Re: bidi proposal from Aharon (Vladimir) Lanin on 2010-03-17 (public-i18n-bidi@w3.org from January to March 2010)

From: Aharon (Vladimir) Lanin <aharon@google.com>
Date: Wed, 17 Mar 2010 16:05:53 +0200
To: public-i18n-bidi@w3.org
Message-ID: <6b45e1b51003170705r558ebe3am5644eb5c1500b062@mail.gmail.com>
Finally getting to repost my reply. Sorry for the delay.


> bdi=yes
> # The element, even when empty, is to be displayed as if it were
surrounded
> # with strong-directional characters of the last explicit embedding level
> # within which it appears.
>
> Why not treat the element as U+FFFC instead? If the intent is isolation so
> that it doesn't affect surrounding text, wouldn't treating it as a neutral
> would make more sense than treating it as a strong character?

Mati and I considered this approach, but were less happy with it for two
reasons:
1. It may prove difficult to implement.
2. The strong character approach not only isolates the element from its
surroundings, and the surrounding from the element, but also isolates what
comes before the element from what comes after the element. This is a useful
property; for example, it is what makes it possible to make <br> a bidi
separator by making it <br bdi="yes"> by default.

> dir=auto
> # Make simple direction estimation functionality available in the browser
by
> # allowing the dir attribute to take on new values indicating that the
user
> # agent is responsible for estimating the direction of the element's
contents.
> # One such dir attribute value would specify using the word-count
algorithm,
> # defined and discussed in Appendix A. Another would specify the
first-strong
> # algorithm, as defined by the UBA.
>
> The Mozilla devs I talked to are skeptical that authors would know which
> algorithm to choose.

This is indeed an issue, and the primary reason that we have left it open
whether to expose two different algorithms.

> Also, scanning the entire text has performance
> implications, especially for large elements

True, but:
- This is not done by default for anything; the page explicitly requested
it.
- We are considering putting a limit on the number of characters or perhaps
the number of words scanned (see "possible" tweaks at end of appendix)
- Even if the whole text is scanned, the amount of processing is O(n); the
browser will then spend at least O(n) time preparing the text for display by
the underlying platform, probably with a larger factor.

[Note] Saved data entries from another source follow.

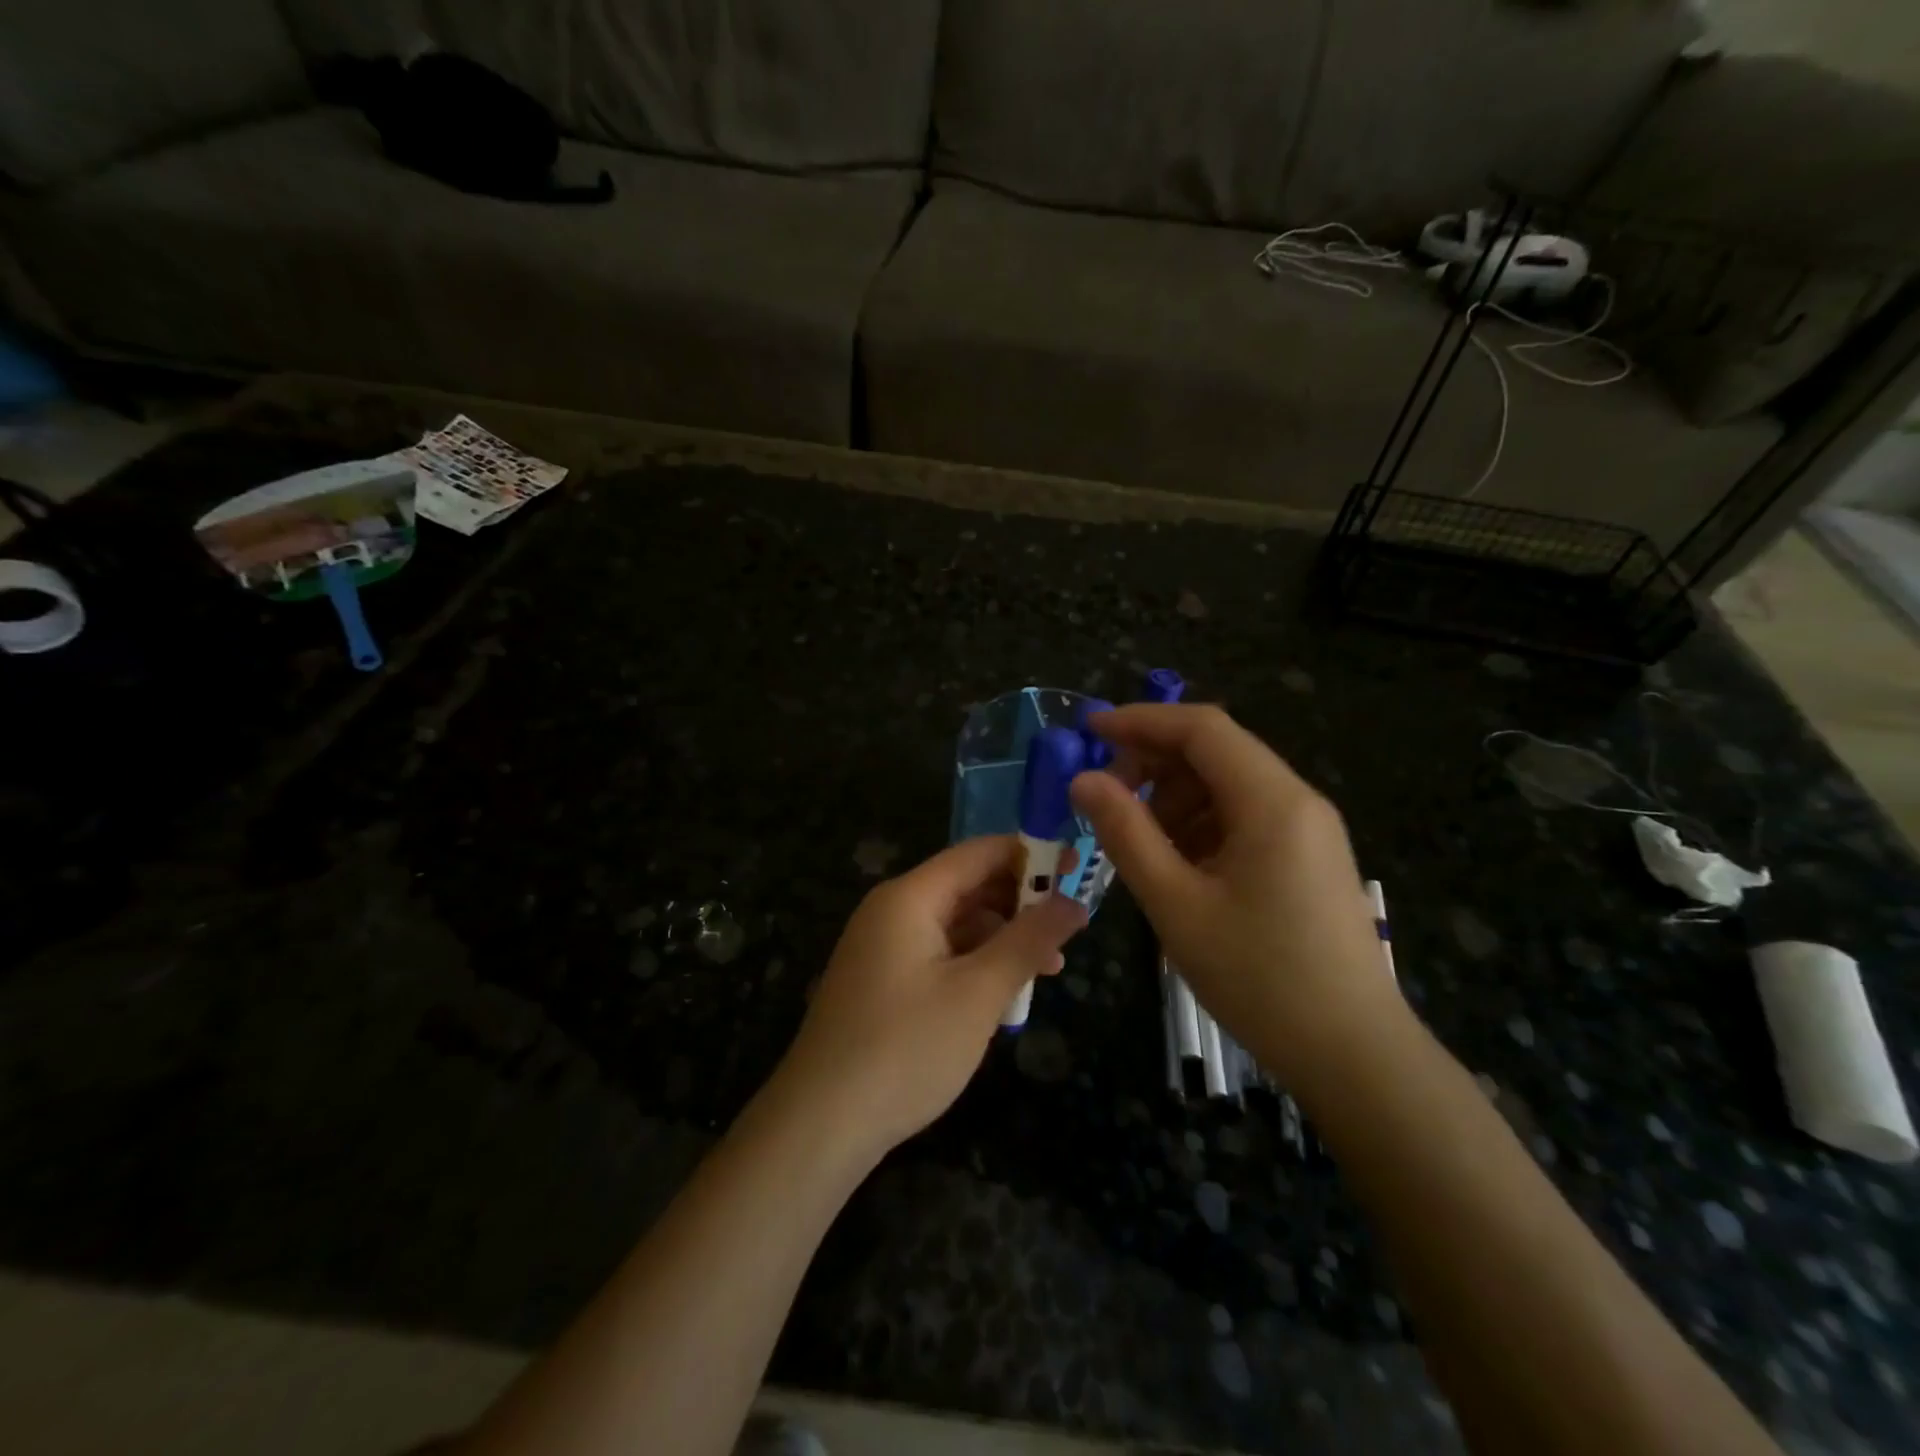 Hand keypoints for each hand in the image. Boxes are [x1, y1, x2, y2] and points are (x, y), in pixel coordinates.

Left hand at [773, 837, 1086, 1158]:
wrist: (821, 1123)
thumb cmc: (906, 1048)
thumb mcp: (979, 993)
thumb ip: (1028, 941)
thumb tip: (1075, 903)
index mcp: (910, 897)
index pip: (979, 853)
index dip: (1031, 856)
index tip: (1077, 873)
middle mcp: (893, 910)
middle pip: (968, 886)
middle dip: (1021, 902)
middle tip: (1073, 927)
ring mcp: (884, 948)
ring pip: (957, 924)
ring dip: (1003, 939)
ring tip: (1051, 968)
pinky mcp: (884, 983)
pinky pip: (940, 955)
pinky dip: (976, 965)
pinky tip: (1006, 994)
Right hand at [1069, 704, 1398, 1091]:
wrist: (1354, 1055)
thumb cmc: (1260, 977)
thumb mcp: (1176, 904)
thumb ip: (1125, 833)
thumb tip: (1083, 779)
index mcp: (1271, 801)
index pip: (1201, 728)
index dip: (1141, 721)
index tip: (1089, 730)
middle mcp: (1297, 800)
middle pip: (1216, 752)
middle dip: (1154, 764)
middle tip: (1105, 799)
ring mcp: (1308, 830)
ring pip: (1229, 786)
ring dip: (1175, 799)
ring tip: (1138, 843)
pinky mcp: (1308, 858)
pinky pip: (1245, 818)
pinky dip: (1201, 826)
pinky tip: (1177, 866) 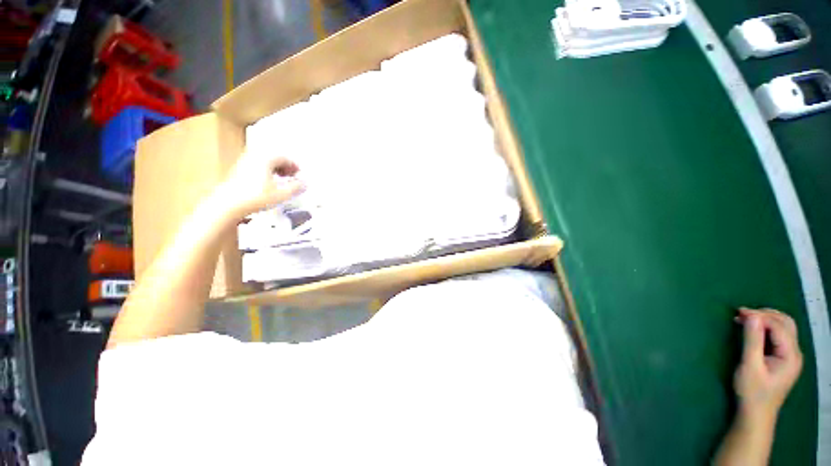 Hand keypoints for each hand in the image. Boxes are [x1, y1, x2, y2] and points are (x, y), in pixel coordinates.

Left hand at [218, 150, 304, 218]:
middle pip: (273, 158)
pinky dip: (265, 173)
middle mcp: (253, 158)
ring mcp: (243, 164)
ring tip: (281, 180)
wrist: (229, 204)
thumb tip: (303, 184)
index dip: (294, 166)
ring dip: (275, 170)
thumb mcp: (282, 194)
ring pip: (264, 163)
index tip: (299, 173)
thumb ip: (296, 188)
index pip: (284, 157)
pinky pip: (255, 168)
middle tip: (292, 175)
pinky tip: (268, 185)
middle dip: (284, 166)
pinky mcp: (237, 173)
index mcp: (265, 159)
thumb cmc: (253, 197)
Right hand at [734, 308, 802, 422]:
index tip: (738, 313)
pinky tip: (752, 330)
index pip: (778, 326)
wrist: (755, 414)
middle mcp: (795, 352)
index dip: (760, 316)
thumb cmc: (752, 391)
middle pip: (785, 323)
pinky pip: (778, 336)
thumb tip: (751, 316)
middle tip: (742, 313)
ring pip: (783, 327)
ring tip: (745, 319)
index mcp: (790, 355)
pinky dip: (765, 328)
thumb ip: (752, 340)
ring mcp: (790, 356)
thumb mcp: (750, 366)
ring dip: (765, 319)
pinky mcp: (783, 358)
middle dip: (765, 314)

> and for when there are DOM
> mutations involved.

The estimation only needs to be done when the browser decides to render the
page.

> We suggest considering the following:
>  - Of the first 64 characters after and including the first strong
>    character, if any (or some low percentage) are strong RTL,
>    consider the element's computed base direction to be RTL, else
>    LTR.

This is basically the any-RTL algorithm, and I think is generally less
useful than either first-strong or word-count. It fails on casual LTR text
"peppered" with some RTL words (e.g. a chat between expats from RTL
countries), as well as on scholarly LTR text that uses some RTL words for
precision (e.g. a discussion on biblical topics).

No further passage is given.